Stored items
:::::
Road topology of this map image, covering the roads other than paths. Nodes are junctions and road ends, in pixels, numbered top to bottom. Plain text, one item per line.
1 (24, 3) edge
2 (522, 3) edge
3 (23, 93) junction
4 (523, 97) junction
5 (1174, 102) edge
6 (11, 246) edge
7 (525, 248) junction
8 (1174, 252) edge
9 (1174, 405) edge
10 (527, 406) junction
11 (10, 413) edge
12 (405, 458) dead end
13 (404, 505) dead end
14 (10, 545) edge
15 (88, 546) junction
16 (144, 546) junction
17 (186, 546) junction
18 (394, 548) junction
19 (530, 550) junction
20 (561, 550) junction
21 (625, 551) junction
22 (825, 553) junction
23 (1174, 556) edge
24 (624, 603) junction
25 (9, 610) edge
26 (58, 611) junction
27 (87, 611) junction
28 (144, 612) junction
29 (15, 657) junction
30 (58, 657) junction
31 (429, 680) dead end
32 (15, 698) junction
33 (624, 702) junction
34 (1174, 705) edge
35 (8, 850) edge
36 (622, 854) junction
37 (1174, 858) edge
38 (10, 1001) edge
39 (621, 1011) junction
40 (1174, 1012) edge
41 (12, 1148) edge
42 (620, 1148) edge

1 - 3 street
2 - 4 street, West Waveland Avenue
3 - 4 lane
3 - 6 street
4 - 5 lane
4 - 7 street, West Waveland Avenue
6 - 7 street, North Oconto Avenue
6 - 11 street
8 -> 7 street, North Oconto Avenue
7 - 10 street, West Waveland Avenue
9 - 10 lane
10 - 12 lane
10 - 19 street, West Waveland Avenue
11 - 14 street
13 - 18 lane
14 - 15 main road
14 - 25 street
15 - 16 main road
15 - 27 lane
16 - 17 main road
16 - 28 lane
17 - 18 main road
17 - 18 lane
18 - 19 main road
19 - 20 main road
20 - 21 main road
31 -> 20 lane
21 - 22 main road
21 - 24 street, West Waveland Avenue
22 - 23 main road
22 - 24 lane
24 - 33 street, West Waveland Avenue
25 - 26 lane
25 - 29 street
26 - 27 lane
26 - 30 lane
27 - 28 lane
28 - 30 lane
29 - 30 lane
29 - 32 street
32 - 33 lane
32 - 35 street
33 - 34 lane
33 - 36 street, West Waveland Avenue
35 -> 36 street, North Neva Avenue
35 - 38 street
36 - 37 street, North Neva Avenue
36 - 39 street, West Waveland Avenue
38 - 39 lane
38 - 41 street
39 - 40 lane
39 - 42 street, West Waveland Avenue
:::::
Work item
How many lines in the records above hold the word "Oconto"? Give only the number.

Solution to this task
2